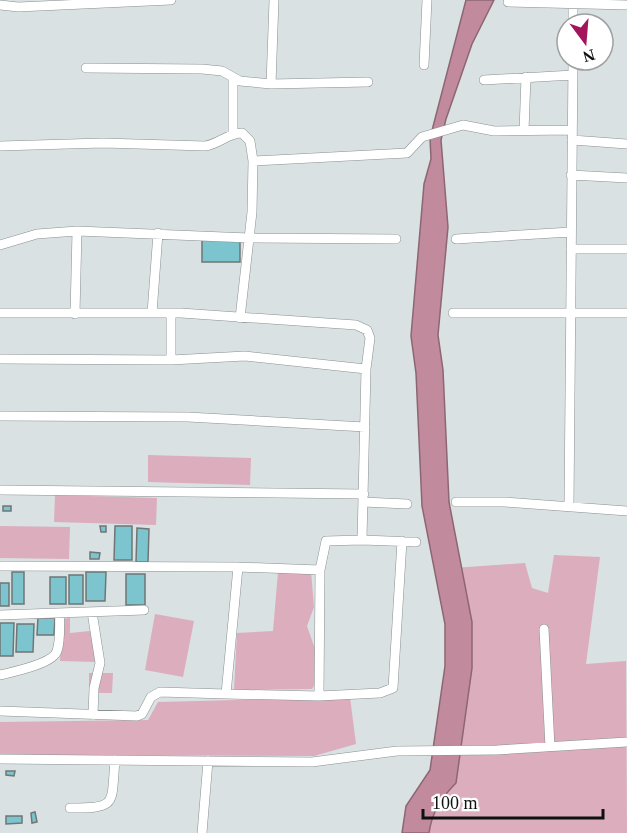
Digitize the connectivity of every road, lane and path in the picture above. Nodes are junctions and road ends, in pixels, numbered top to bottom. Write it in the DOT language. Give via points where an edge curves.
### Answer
graph roads {
  1 [pos="171,0"];
  2 [pos="274,0"];
  3 [pos="428,0"];
  4 [pos="508,2"];
  5 [pos="573,4"];
  6 [pos="0,5"];
  7 [pos="627,5"];
  8 [pos="573,12"];
  9 [pos="424,65"];
  10 [pos="86,68"];
  11 [pos="573,75"];
  12 [pos="525,77"];
  13 [pos="233,78"];
  14 [pos="484,80"];
  15 [pos="368,82"];
  16 [pos="271,84"];
  17 [pos="524,130"];
  18 [pos="233,133"];
  19 [pos="572,135"];
  20 [pos="627,144"];
  21 [pos="0,146"];
  22 [pos="253,161"];
  23 [pos="572,175"];
  24 [pos="627,178"];
  25 [pos="77,231"];
  26 [pos="571,232"];
  27 [pos="158,233"];
  28 [pos="249,238"];
  29 [pos="396,239"];
  30 [pos="456,239"];
  31 [pos="0,245"];
  32 [pos="571,249"];
  33 [pos="627,249"];
  34 [pos="0,313"];
  35 [pos="152,313"];
  36 [pos="171,313"];
  37 [pos="453,313"];
  38 [pos="75,314"];
  39 [pos="570,314"];
  40 [pos="627,314"];
  41 [pos="240,318"];
  42 [pos="0,359"];
  43 [pos="171,360"];
  44 [pos="366,369"];
  45 [pos="0,416"];
  46 [pos="365,428"];
  47 [pos="0,490"];
  48 [pos="363,498"];
  49 [pos="456,502"];
  50 [pos="407,504"];
  51 [pos="569,506"];
  52 [pos="627,510"];
  53 [pos="362,540"];
  54 [pos="402,541"];
  55 [pos="416,542"];
  56 [pos="0,566"];
  57 [pos="238,567"];
  58 [pos="320,570"];
  59 [pos="144,610"];
  60 [pos="92,612"];
  61 [pos="60,613"];
  62 [pos="0,615"];
  63 [pos="544,629"];
  64 [pos="0,675"];
  65 [pos="226,694"];
  66 [pos="319,696"];
  67 [pos="0,711"];
  68 [pos="93,715"];
  69 [pos="627,742"];
  70 [pos="550,747"];
  71 [pos="0,759"];
  72 [pos="115,760"];
  73 [pos="208,761"];
  74 [pos="70,808"];
  75 [pos="202,833"];
  1 -- 6 [label="street"];
  2 -- 16 [label="street"];
  3 -- 9 [label="street"];
  4 -- 5 [label="street"];
  5 -- 7 [label="street"];
  5 -- 8 [label="street"];
  10 -- 13 [label="street" via="202,69"];
  11 -- 12 [label="street"];
  11 -- 19 [label="street"];
  12 -- 14 [label="street"];
  12 -- 17 [label="street"];
  13 -- 16 [label="street"];
  13 -- 18 [label="street"];
  15 -- 16 [label="street"];
  17 -- 19 [label="street"];
  17 -- 22 [label="street" via="494,131 463,125 422,136 413,150 400,154"];
  18 -- 21 [label="street" via="217,145 205,146"];
  18 -- 22 [label="street" via="242,133 250,141"];
  19 -- 20 [label="street"];
  19 -- 23 [label="street"];
  22 -- 28 [label="street"];
  23 -- 24 [label="street"];
  23 -- 26 [label="street"];
  25 -- 27 [label="street"];
  25 -- 31 [label="street" via="37,234"];
  25 -- 38 [label="street"];
  26 -- 30 [label="street"];
  26 -- 32 [label="street"];
  27 -- 28 [label="street"];
  27 -- 35 [label="street"];
  28 -- 29 [label="street"];
  28 -- 41 [label="street"];
  32 -- 33 [label="street"];
  32 -- 39 [label="street"];
  34 -- 38 [label="street"];
  35 -- 36 [label="street"];
  35 -- 38 [label="street"];
  36 -- 41 [label="street"];
  36 -- 43 [label="street"];
  37 -- 39 [label="street"];
  39 -- 40 [label="street"];
  39 -- 51 [label="street"];
  41 -- 44 [label="street" via="356,325 367,330 370,338"];
  42 -- 43 [label="street"];
  43 -- 44 [label="street" via="245,356"];
  44 -- 46 [label="street"];
  45 -- 46 [label="street" via="188,417"];
  46 -- 48 [label="street"];
  47 -- 48 [label="street"];
  48 -- 50 [label="street"];
  48 -- 53 [label="street"];
  49 -- 51 [label="street"];
  51 -- 52 [label="street"];
  53 -- 54 [label="street"];
  53 -- 58 [label="street" via="326,540"];
  54 -- 55 [label="street"];
  54 -- 66 [label="street" via="393,688 380,693"];
  56 -- 57 [label="street"];
  57 -- 58 [label="street"];
  57 -- 65 [label="street"];
  58 -- 66 [label="street"];
  59 -- 60 [label="street"];
  60 -- 61 [label="street"];
  60 -- 68 [label="street" via="100,657"];
  61 -- 62 [label="street"];
  61 -- 64 [label="street" via="54,656"];
  63 -- 70 [label="street"];
  65 -- 66 [label="street"];
  65 -- 68 [label="street" via="160,692 151,697 142,714"];
  67 -- 68 [label="street"];
  69 -- 70 [label="street"];
  70 -- 73 [label="street" via="416,750 312,762"];
  71 -- 72 [label="street"];
  72 -- 73 [label="street"];
  72 -- 74 [label="street" via="108,805"];
  73 -- 75 [label="street"];
}
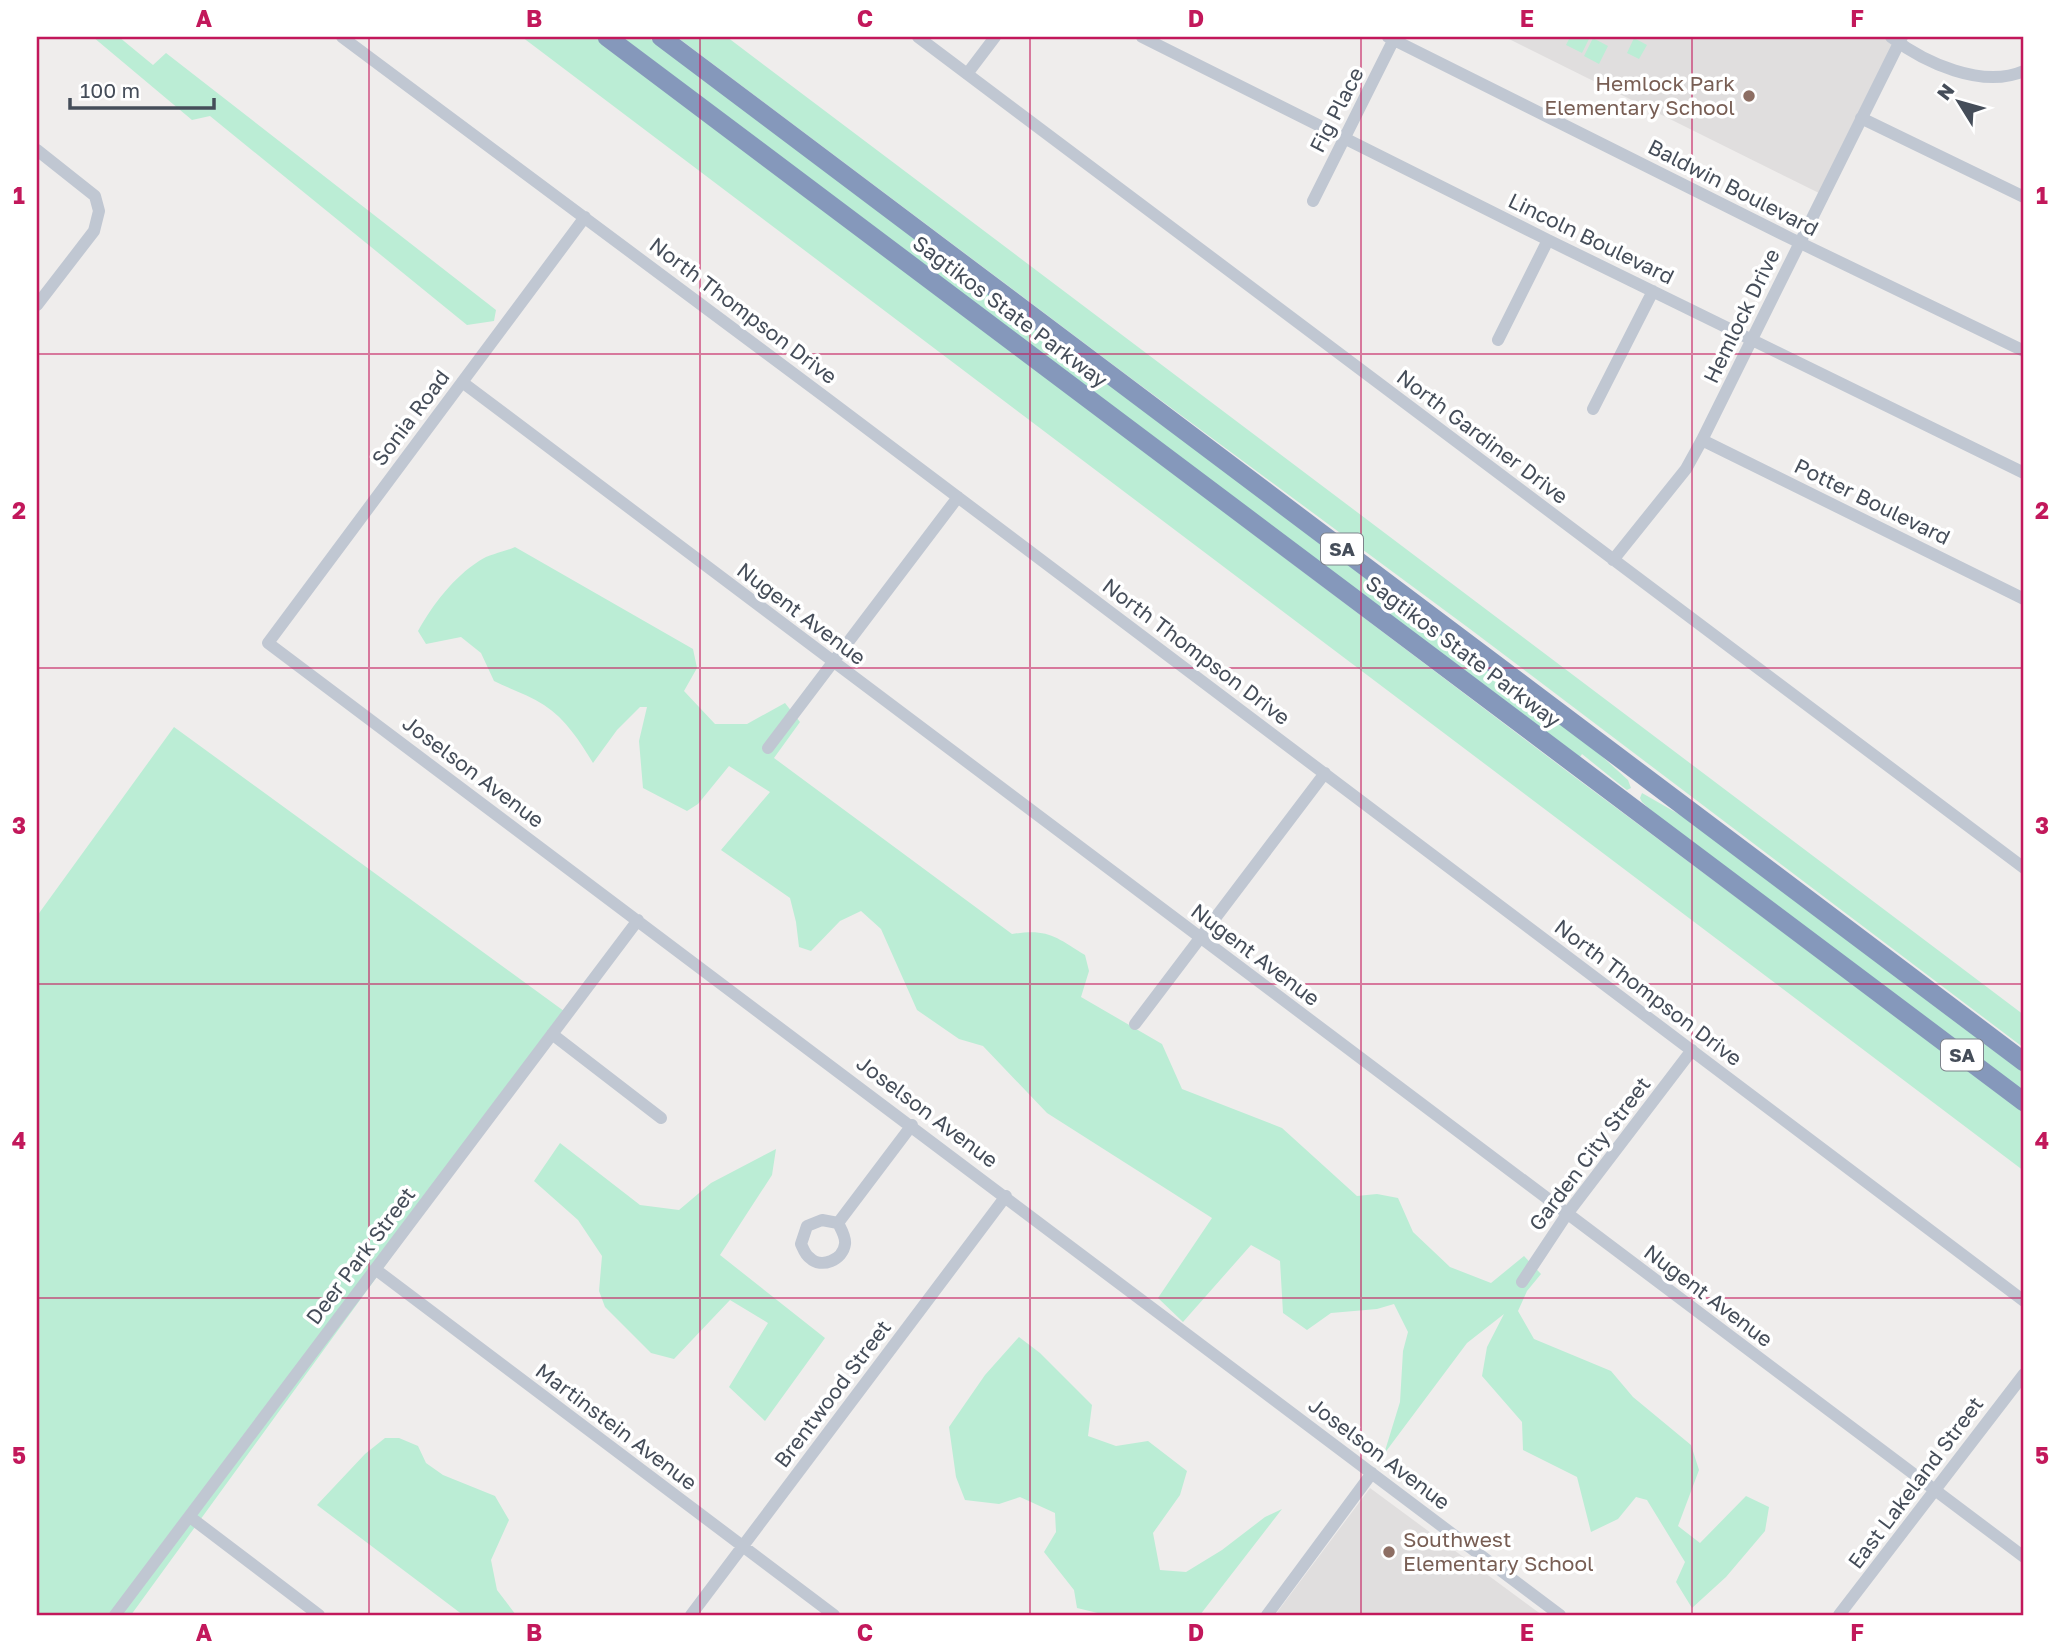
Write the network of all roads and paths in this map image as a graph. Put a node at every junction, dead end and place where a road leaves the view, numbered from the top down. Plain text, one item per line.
1 (342, 37) edge
2 (607, 37) edge
3 (661, 37) edge
4 (918, 37) edge
5 (995, 37) edge
6 (1142, 37) edge
7 (1393, 38) edge
8 (1897, 39) edge
9 (2024, 71) edge
10 (967, 74) junction
11 (1861, 118) junction
12 (1344, 138) junction
13 (37, 149) edge
14 (2024, 197) edge
15 (1313, 201) dead end
16 (585, 217) junction
17 (1548, 240) junction
18 (1800, 243) junction
19 (1653, 291) junction
20 (37, 305) edge
21 (1752, 339) junction
22 (1498, 340) dead end
23 (2024, 351) edge
24 (462, 382) junction
25 (1593, 409) dead end
26 (1702, 440) junction
27 (2024, 473) edge
28 (958, 497) junction
29 (1613, 559) junction
30 (2024, 599) edge
31 (268, 643) joint
32 (833, 663) junction
33 (768, 748) dead end
34 (1325, 774) junction
35 (2024, 868) edge
36 (638, 920) junction
37 (1200, 937) junction
38 (1135, 1024) dead end
39 (552, 1034) junction
40 (1692, 1050) junction
41 (2024, 1062) edge
42 (2024, 1102) edge
43 (662, 1118) dead end
44 (912, 1125) junction
45 (1006, 1196) junction
46 (1567, 1214) junction
47 (838, 1223) dead end
48 (375, 1269) junction
49 (1522, 1282) dead end
50 (2024, 1301) edge
51 (2024, 1374) edge
52 (1372, 1473) junction
53 (1934, 1490) junction
54 (190, 1517) junction
55 (743, 1546) junction
56 (2024, 1557) edge
57 (115, 1615) edge
58 (319, 1615) edge
59 (691, 1615) edge
60 (834, 1615) edge
61 (1267, 1615) edge
62 (1560, 1615) edge
63 (1839, 1615) edge

1 - 16 street, North Thompson Drive
2 - 42 highway, Sagtikos State Parkway / SA
3 - 41 highway, Sagtikos State Parkway / SA
4 - 10 street, North Gardiner Drive
5 - 10 street
6 - 12 street, Lincoln Boulevard
7 - 12 street, Fig Place
7 - 18 street, Baldwin Boulevard
8 - 9 street
8 - 11 street, Hemlock Drive
10 - 29 street, North Gardiner Drive
11 - 14 street
11 - 18 street, Hemlock Drive
12 - 15 street, Fig Place
12 - 17 street, Lincoln Boulevard
13 - 20 street
16 - 24 street, Sonia Road
16 - 28 street, North Thompson Drive
17 - 19 street, Lincoln Boulevard
17 - 22 street
18 - 21 street, Hemlock Drive
18 - 23 street, Baldwin Boulevard
19 - 21 street, Lincoln Boulevard
19 - 25 street
21 - 26 street, Hemlock Drive
21 - 27 street, Lincoln Boulevard
24 - 31 street, Sonia Road
24 - 32 street, Nugent Avenue
26 - 29 street, Hemlock Drive
26 - 30 street, Potter Boulevard
28 - 32 street
28 - 34 street, North Thompson Drive
29 - 35 street, North Gardiner Drive
31 - 36 street, Joselson Avenue
32 - 33 street
32 - 37 street, Nugent Avenue
34 - 37 street
34 - 40 street, North Thompson Drive
36 - 39 street, Deer Park Street
36 - 44 street, Joselson Avenue
37 - 38 street
37 - 46 street, Nugent Avenue
39 - 43 street
39 - 48 street, Deer Park Street
40 - 46 street, Garden City Street
40 - 50 street, North Thompson Drive
44 - 45 street, Joselson Avenue
44 - 47 street
45 - 52 street, Joselson Avenue
45 - 55 street, Brentwood Street
46 - 49 street, Garden City Street
46 - 53 street, Nugent Avenue
48 - 54 street, Deer Park Street
48 - 55 street, Martinstein Avenue
51 - 53 street, East Lakeland Street
52 - 61 street
52 - 62 street, Joselson Avenue
53 - 56 street, Nugent Avenue
53 - 63 street, East Lakeland Street
54 - 57 street, Deer Park Street
54 - 58 street
55 - 59 street, Brentwood Street
55 - 60 street, Martinstein Avenue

**Directions for this task**
Whenever a line of the data holds the string "East", pick that line out.

**Solution for this problem**
51 - 53 street, East Lakeland Street
53 - 63 street, East Lakeland Street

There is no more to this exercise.